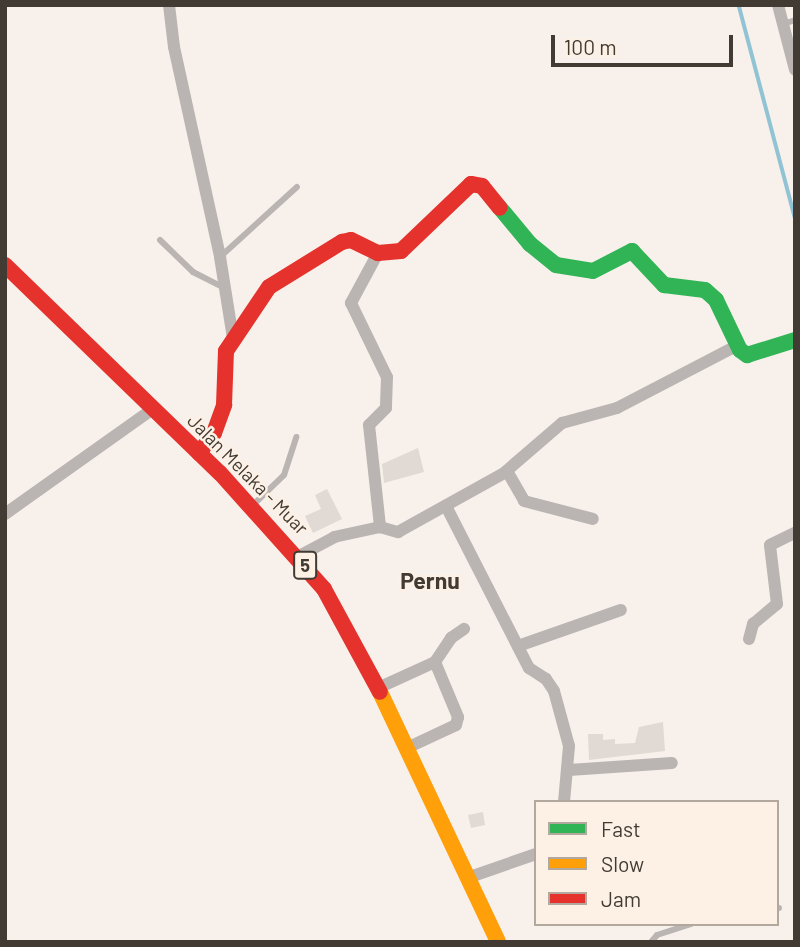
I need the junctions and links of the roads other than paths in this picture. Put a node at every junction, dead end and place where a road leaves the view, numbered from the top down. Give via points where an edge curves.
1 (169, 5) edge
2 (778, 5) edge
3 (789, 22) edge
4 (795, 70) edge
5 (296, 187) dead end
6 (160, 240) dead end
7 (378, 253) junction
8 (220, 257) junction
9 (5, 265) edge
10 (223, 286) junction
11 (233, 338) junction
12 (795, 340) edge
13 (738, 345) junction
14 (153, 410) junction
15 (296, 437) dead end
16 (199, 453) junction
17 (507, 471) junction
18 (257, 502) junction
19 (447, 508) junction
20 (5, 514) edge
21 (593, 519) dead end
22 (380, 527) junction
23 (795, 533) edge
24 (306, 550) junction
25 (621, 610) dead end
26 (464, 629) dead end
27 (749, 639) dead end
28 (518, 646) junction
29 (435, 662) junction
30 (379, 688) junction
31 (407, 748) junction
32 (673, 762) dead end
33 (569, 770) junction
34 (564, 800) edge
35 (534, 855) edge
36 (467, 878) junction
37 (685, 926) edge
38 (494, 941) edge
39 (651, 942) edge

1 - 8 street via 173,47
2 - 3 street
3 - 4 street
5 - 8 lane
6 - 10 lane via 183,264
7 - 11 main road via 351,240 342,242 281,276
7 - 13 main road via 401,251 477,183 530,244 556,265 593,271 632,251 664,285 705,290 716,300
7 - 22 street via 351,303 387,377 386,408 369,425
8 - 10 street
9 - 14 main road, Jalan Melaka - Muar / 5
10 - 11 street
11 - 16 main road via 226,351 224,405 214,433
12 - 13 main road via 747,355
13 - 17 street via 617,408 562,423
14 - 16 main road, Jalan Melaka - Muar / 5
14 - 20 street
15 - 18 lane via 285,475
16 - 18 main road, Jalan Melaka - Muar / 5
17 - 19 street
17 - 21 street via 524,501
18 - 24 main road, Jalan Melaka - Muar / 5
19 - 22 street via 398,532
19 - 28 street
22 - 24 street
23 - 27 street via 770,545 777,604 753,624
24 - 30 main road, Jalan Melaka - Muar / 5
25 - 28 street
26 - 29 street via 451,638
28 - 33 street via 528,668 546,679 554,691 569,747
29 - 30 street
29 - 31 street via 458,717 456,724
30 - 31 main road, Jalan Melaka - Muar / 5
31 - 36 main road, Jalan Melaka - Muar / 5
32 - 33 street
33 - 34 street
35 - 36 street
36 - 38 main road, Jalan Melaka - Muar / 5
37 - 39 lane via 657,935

→ YOUR INSTRUCTIONS
Without any pictures, return the material above exactly.

→ RESPONSE FOR THIS EXERCISE
I need the junctions and links of the roads other than paths in this picture. Put a node at every junction, dead end and place where a road leaves the view, numbered from the top down. Give via points where an edge curves.
1 (169, 5) edge
2 (778, 5) edge
3 (789, 22) edge
4 (795, 70) edge
5 (296, 187) dead end
6 (160, 240) dead end
7 (378, 253) junction
8 (220, 257) junction
9 (5, 265) edge
10 (223, 286) junction
11 (233, 338) junction
12 (795, 340) edge
13 (738, 345) junction
14 (153, 410) junction
15 (296, 437) dead end
16 (199, 453) junction
17 (507, 471) junction
18 (257, 502) junction
19 (447, 508) junction
20 (5, 514) edge
21 (593, 519) dead end
22 (380, 527) junction
23 (795, 533) edge
24 (306, 550) junction
25 (621, 610) dead end
26 (464, 629) dead end
27 (749, 639) dead end
28 (518, 646) junction
29 (435, 662) junction
30 (379, 688) junction
31 (407, 748) junction
32 (673, 762) dead end
33 (569, 770) junction
34 (564, 800) edge
35 (534, 855) edge
36 (467, 878) junction
37 (685, 926) edge
38 (494, 941) edge
39 (651, 942) edge

1 - 8 street via 173,47
2 - 3 street
3 - 4 street
5 - 8 lane
6 - 10 lane via 183,264
7 - 11 main road via 351,240 342,242 281,276
7 - 13 main road via 401,251 477,183 530,244 556,265 593,271 632,251 664,285 705,290 716,300
7 - 22 street via 351,303 387,377 386,408 369,425
8 - 10 street
9 - 14 main road, Jalan Melaka - Muar / 5
10 - 11 street
11 - 16 main road via 226,351 224,405 214,433
12 - 13 main road via 747,355
13 - 17 street via 617,408 562,423
14 - 16 main road, Jalan Melaka - Muar / 5
14 - 20 street
15 - 18 lane via 285,475
16 - 18 main road, Jalan Melaka - Muar / 5
17 - 19 street
17 - 21 street via 524,501
18 - 24 main road, Jalan Melaka - Muar / 5
19 - 22 street via 398,532
19 - 28 street
22 - 24 street
23 - 27 street via 770,545 777,604 753,624
24 - 30 main road, Jalan Melaka - Muar / 5
25 - 28 street
26 - 29 street via 451,638
28 - 33 street via 528,668 546,679 554,691 569,747
29 - 30 street
29 - 31 street via 458,717 456,724
30 - 31 main road, Jalan Melaka - Muar / 5
31 - 36 main road, Jalan Melaka - Muar / 5
32 - 33 street
33 - 34 street
35 - 36 street
36 - 38 main road, Jalan Melaka - Muar / 5
37 - 39 lane via 657,935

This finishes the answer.